> Assigned task:
Without altering anything, repeat each of the records.

> Data:
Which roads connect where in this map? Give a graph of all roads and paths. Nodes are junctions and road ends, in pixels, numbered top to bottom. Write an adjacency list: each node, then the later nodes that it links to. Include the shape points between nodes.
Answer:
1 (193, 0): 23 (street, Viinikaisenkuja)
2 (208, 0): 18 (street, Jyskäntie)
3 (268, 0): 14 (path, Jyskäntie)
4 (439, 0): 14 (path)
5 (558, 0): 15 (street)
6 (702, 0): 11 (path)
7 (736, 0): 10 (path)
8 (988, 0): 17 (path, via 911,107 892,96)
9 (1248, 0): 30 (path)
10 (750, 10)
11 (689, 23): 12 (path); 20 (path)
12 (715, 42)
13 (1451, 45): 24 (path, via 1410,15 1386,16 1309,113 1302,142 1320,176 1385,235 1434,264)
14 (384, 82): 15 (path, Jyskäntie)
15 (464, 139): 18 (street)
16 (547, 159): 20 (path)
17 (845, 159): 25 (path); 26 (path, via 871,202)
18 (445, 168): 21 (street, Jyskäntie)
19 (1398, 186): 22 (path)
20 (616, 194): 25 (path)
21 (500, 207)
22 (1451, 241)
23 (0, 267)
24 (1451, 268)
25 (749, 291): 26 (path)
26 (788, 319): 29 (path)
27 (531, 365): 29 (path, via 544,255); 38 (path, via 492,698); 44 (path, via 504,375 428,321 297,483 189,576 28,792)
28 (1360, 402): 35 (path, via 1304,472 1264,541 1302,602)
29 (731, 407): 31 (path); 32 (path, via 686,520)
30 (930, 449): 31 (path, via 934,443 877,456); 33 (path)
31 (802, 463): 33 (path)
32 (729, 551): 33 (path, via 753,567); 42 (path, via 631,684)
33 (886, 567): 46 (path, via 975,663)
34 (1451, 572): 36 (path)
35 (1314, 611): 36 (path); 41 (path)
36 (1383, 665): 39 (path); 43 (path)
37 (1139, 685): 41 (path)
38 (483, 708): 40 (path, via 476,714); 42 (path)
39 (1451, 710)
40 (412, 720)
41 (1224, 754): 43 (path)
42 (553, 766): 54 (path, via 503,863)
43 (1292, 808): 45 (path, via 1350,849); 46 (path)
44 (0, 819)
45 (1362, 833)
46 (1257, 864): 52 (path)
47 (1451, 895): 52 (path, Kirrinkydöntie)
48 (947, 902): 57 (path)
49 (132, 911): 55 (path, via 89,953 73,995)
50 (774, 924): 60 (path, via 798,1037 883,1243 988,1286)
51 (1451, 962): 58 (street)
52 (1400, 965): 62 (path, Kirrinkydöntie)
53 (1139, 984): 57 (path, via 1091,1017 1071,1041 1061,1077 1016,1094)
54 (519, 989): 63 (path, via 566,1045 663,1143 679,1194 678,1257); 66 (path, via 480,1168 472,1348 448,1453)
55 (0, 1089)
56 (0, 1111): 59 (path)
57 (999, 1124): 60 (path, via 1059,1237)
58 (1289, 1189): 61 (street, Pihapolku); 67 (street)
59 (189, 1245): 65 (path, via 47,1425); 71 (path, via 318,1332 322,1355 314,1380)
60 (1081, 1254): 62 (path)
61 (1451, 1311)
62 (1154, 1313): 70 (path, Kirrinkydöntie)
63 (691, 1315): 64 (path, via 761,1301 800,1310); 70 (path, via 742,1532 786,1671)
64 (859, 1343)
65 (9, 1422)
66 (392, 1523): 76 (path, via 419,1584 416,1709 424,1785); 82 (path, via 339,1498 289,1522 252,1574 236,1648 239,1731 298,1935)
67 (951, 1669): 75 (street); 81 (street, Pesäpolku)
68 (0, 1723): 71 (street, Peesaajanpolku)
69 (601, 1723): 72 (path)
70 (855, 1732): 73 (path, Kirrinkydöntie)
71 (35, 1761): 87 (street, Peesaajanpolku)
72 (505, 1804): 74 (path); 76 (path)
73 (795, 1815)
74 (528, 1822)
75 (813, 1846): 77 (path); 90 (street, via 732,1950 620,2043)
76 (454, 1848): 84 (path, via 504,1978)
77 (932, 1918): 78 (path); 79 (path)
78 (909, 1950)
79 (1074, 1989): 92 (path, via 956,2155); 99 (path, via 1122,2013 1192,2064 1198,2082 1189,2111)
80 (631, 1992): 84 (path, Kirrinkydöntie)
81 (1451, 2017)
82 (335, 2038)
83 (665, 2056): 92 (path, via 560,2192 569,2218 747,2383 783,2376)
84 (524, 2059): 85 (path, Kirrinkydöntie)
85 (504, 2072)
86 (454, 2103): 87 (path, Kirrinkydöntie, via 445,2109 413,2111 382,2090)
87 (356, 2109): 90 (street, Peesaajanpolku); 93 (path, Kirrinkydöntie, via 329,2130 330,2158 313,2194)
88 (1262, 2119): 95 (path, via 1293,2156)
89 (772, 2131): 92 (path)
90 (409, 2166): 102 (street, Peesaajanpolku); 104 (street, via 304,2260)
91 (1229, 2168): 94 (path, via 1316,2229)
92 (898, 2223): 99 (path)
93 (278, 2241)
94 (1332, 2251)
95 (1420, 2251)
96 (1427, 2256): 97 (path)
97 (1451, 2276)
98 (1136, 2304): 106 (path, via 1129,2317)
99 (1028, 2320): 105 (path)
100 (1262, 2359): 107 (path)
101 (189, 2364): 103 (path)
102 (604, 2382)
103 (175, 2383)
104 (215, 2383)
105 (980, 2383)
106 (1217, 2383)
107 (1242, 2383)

> Answer for this exercise:
Which roads connect where in this map? Give a graph of all roads and paths. Nodes are junctions and road ends, in pixels, numbered top to bottom. Write an adjacency list: each node, then the later nodes that it links to. Include the shape points between nodes.
Answer:
1 (193, 0): 23 (street, Viinikaisenkuja)
2 (208, 0): 18 (street, Jyskäntie)
3 (268, 0): 14 (path, Jyskäntie)
4 (439, 0): 14 (path)
5 (558, 0): 15 (street)
6 (702, 0): 11 (path)
7 (736, 0): 10 (path)
8 (988, 0): 17 (path, via 911,107 892,96)
9 (1248, 0): 30 (path)
10 (750, 10)
11 (689, 23): 12 (path); 20 (path)
12 (715, 42)
13 (1451, 45): 24 (path, via 1410,15 1386,16 1309,113 1302,142 1320,176 1385,235 1434,264)
14 (384, 82): 15 (path, Jyskäntie)
15 (464, 139): 18 (street)
16 (547, 159): 20 (path)
17 (845, 159): 25 (path); 26 (path, via 871,202)
18 (445, 168): 21 (street, Jyskäntie)
19 (1398, 186): 22 (path)
20 (616, 194): 25 (path)
21 (500, 207)
22 (1451, 241)
23 (0, 267)
24 (1451, 268)
25 (749, 291): 26 (path)
26 (788, 319): 29 (path)
27 (531, 365): 29 (path, via 544,255); 38 (path, via 492,698); 44 (path, via 504,375 428,321 297,483 189,576 28,792)
28 (1360, 402): 35 (path, via 1304,472 1264,541 1302,602)
29 (731, 407): 31 (path); 32 (path, via 686,520)
30 (930, 449): 31 (path, via 934,443 877,456); 33 (path)
31 (802, 463): 33 (path)
32 (729, 551): 33 (path, via 753,567); 42 (path, via 631,684)
33 (886, 567): 46 (path, via 975,663)
34 (1451, 572): 36 (path)
35 (1314, 611): 36 (path); 41 (path)
36 (1383, 665): 39 (path); 43 (path)
37 (1139, 685): 41 (path)
38 (483, 708): 40 (path, via 476,714); 42 (path)
39 (1451, 710)
40 (412, 720)
41 (1224, 754): 43 (path)
42 (553, 766): 54 (path, via 503,863)
43 (1292, 808): 45 (path, via 1350,849); 46 (path)
44 (0, 819)
45 (1362, 833)
46 (1257, 864): 52 (path)
47 (1451, 895): 52 (path, Kirrinkydöntie)
48 (947, 902): 57 (path)
49 (132, 911): 55 (path, via 89,953 73,995)
50 (774, 924): 60 (path, via 798,1037 883,1243 988,1286)
51 (1451, 962): 58 (street)
52 (1400, 965): 62 (path, Kirrinkydöntie)
53 (1139, 984): 57 (path, via 1091,1017 1071,1041 1061,1077 1016,1094)
54 (519, 989): 63 (path, via 566,1045 663,1143 679,1194 678,1257); 66 (path, via 480,1168 472,1348 448,1453)
55 (0, 1089)
56 (0, 1111): 59 (path)
57 (999, 1124): 60 (path, via 1059,1237)
58 (1289, 1189): 61 (street, Pihapolku); 67 (street)
59 (189, 1245): 65 (path, via 47,1425); 71 (path, via 318,1332 322,1355 314,1380)
60 (1081, 1254): 62 (path)
61 (1451, 1311)
62 (1154, 1313): 70 (path, Kirrinkydöntie)
63 (691, 1315): 64 (path, via 761,1301 800,1310); 70 (path, via 742,1532 786,1671)
64 (859, 1343)
65 (9, 1422)
66 (392, 1523): 76 (path, via 419,1584 416,1709 424,1785); 82 (path, via 339,1498 289,1522 252,1574 236,1648 239,1731 298,1935)
67 (951, 1669): 75 (street); 81 (street, Pesäpolku)
68 (0, 1723): 71 (street, Peesaajanpolku)
69 (601, 1723): 72 (path)
70 (855, 1732): 73 (path, Kirrinkydöntie)
71 (35, 1761): 87 (street, Peesaajanpolku)
72 (505, 1804): 74 (path); 76 (path)
73 (795, 1815)
74 (528, 1822)
75 (813, 1846): 77 (path); 90 (street, via 732,1950 620,2043)
76 (454, 1848): 84 (path, via 504,1978)
77 (932, 1918): 78 (path); 79 (path)
78 (909, 1950)
79 (1074, 1989): 92 (path, via 956,2155); 99 (path, via 1122,2013 1192,2064 1198,2082 1189,2111)
80 (631, 1992): 84 (path, Kirrinkydöntie)
81 (1451, 2017)
82 (335, 2038)
83 (665, 2056): 92 (path, via 560,2192 569,2218 747,2383 783,2376)
84 (524, 2059): 85 (path, Kirrinkydöntie)
85 (504, 2072)
86 (454, 2103): 87 (path, Kirrinkydöntie, via 445,2109 413,2111 382,2090)
87 (356, 2109): 90 (street, Peesaajanpolku); 93 (path, Kirrinkydöntie, via 329,2130 330,2158 313,2194)
88 (1262, 2119): 95 (path, via 1293,2156)
89 (772, 2131): 92 (path)
90 (409, 2166): 102 (street, Peesaajanpolku); 104 (street, via 304,2260)
91 (1229, 2168): 94 (path, via 1316,2229)
92 (898, 2223): 99 (path)
93 (278, 2241)
94 (1332, 2251)
95 (1420, 2251)
96 (1427, 2256): 97 (path)
97 (1451, 2276)
98 (1136, 2304): 106 (path, via 1129,2317)
99 (1028, 2320): 105 (path)
100 (1262, 2359): 107 (path)
101 (189, 2364): 103 (path)
102 (604, 2382)
103 (175, 2383)
104 (215, 2383)
105 (980, 2383)
106 (1217, 2383)
107 (1242, 2383)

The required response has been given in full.